#SwiftLang #concurrency program stall question:

Given an array of urls to files the code does this:

// some prep code
await withTaskGroup { group in
var limit = min(urls.count, maxConcurrentTasks)
for ix in 0..<limit {
group.addTask { TypeInit(url: urls[ix]) }
}
for await type in group {
await doSomethingWith(type)
if limit < urls.count {
let url = urls[limit]
limit += 1
group.addTask { TypeInit(url: url }
}
}
}
// some other code never reached when the hang occurs

The issue is that when testing the code sometimes stops. No processor activity. The program is blocked waiting for something. I don't know what.

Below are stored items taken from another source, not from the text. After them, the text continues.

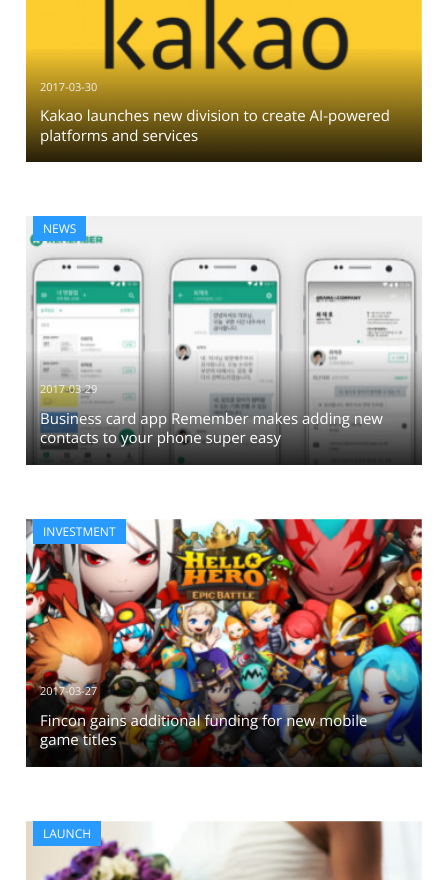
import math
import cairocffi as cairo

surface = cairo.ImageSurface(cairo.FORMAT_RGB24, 447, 880)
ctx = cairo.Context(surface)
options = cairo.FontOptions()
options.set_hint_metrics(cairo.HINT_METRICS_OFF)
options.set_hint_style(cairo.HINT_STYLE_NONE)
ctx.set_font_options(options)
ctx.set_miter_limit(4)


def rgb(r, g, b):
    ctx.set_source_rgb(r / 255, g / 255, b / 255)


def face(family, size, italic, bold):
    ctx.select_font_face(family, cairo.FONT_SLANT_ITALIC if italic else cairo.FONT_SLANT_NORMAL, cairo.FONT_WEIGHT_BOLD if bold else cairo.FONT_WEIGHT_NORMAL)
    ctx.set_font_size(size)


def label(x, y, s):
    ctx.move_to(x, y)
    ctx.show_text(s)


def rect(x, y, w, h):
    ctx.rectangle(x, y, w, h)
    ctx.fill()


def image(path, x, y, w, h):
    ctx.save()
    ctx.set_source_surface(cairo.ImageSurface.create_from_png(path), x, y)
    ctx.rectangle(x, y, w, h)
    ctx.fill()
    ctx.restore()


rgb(255, 255, 255)
ctx.paint()
image('image0.png', 26, 0, 396, 162)
gradient = cairo.LinearGradient(224, 46, 224, 162)
gradient.add_color_stop_rgba(0, 0, 0, 0, 0)
gradient.add_color_stop_rgba(1, 0, 0, 0, 0.85)
ctx.set_source(gradient)
rect(26, 49, 396, 113)
face('Open Sans', 11, 0, 0)
rgb(239, 239, 239)
label(40, 91, '2017-03-30')
face('Open Sans', 15, 0, 0)
rgb(255, 255, 255)
label(40, 121, 'Kakao launches new division to create AI-powered')
label(40, 141, 'platforms and services')
image('image1.png', 26, 216, 396, 249)
rgb(41, 155, 254)
rect(33, 216, 53, 25)
face('Open Sans', 12, 0, 0)
rgb(255, 255, 255)
label(43, 233, 'NEWS')
gradient = cairo.LinearGradient(224, 348, 224, 465)
gradient.add_color_stop_rgba(0, 0, 0, 0, 0)
gradient.add_color_stop_rgba(1, 0, 0, 0, 0.85)
ctx.set_source(gradient)
rect(26, 351, 396, 114)
face('Open Sans', 11, 0, 0)
rgb(239, 239, 239)
label(40, 393, '2017-03-29')
face('Open Sans', 15, 0, 0)
rgb(255, 255, 255)
label(40, 424, 'Business card app Remember makes adding new')
label(40, 443, 'contacts to your phone super easy')
image('image2.png', 26, 519, 396, 248)
rgb(41, 155, 254)
rect(33, 519, 93, 25)
face('Open Sans', 12, 0, 0)
rgb(255, 255, 255)
label(43, 536, 'INVESTMENT')
gradient = cairo.LinearGradient(224, 651, 224, 767)
gradient.add_color_stop_rgba(0, 0, 0, 0, 0)
gradient.add_color_stop_rgba(1, 0, 0, 0, 0.85)
ctx.set_source(gradient)
rect(26, 654, 396, 113)
face('Open Sans', 11, 0, 0)
rgb(239, 239, 239)
label(40, 695, '2017-03-27')
face('Open Sans', 15, 0, 0)
rgb(255, 255, 255)
label(40, 726, 'Fincon gains additional funding for new mobile')
label(40, 745, 'game titles')
image('image3.png', 26, 821, 396, 59)
rgb(41, 155, 254)
rect(33, 821, 68, 25)
face('Open Sans', 12, 0, 0)
rgb(255, 255, 255)
label(43, 838, 'LAUNCH')
surface.write_to_png('render.png')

maxConcurrentTasks is currently 128 and is picked to get reasonable UI feedback. doSomethingWith(type) is not async but is on the MainActor. I've also used an explicit

await MainActor.run { doSomethingWith(type) }

No difference. (1/2)

Adding debug in the withTaskGroup code either hides the problem or doesn't help debug the cause. Adding debug elsewhere to check progress shows that the blockage occurs before all items have been processed, but never at the same spot. It is as if the `for await type…` sometime waits for a value that never appears. Note that TypeInit() is not async, but may involve file I/O or the exec of an external process.

Any hints on how to track down the possible cause? I’m tired of throwing random bits of code around hoping for a change. (2/2)

@marchyman what does “doSomethingWith” do? I bet that’s it.

@mattiem It appends item to an array that is a property of a struct owned by an Observable. That’s why the switch to MainActor.

I’ve reduced the amount of delay in the item constructor by eliminating running an external process. The problem hasn't yet re-occurred. I think I've only changed the timing and not really addressed the issue. The code I eliminated did not signal any failures.

@marchyman Normally when you see behavior like you were describing, it’s an await that is never returning. That can happen when a callback hasn’t be called, and I could believe such a thing happens with an external process involved.

@mattiem Agreed. But…

I finally got the hang to occur with instrumented code called by addTask. Signposting says every start had an end. I’ll move the signposting code around and see if I can learn anything new.

The only thing I know for sure is that the failure is non-deterministic.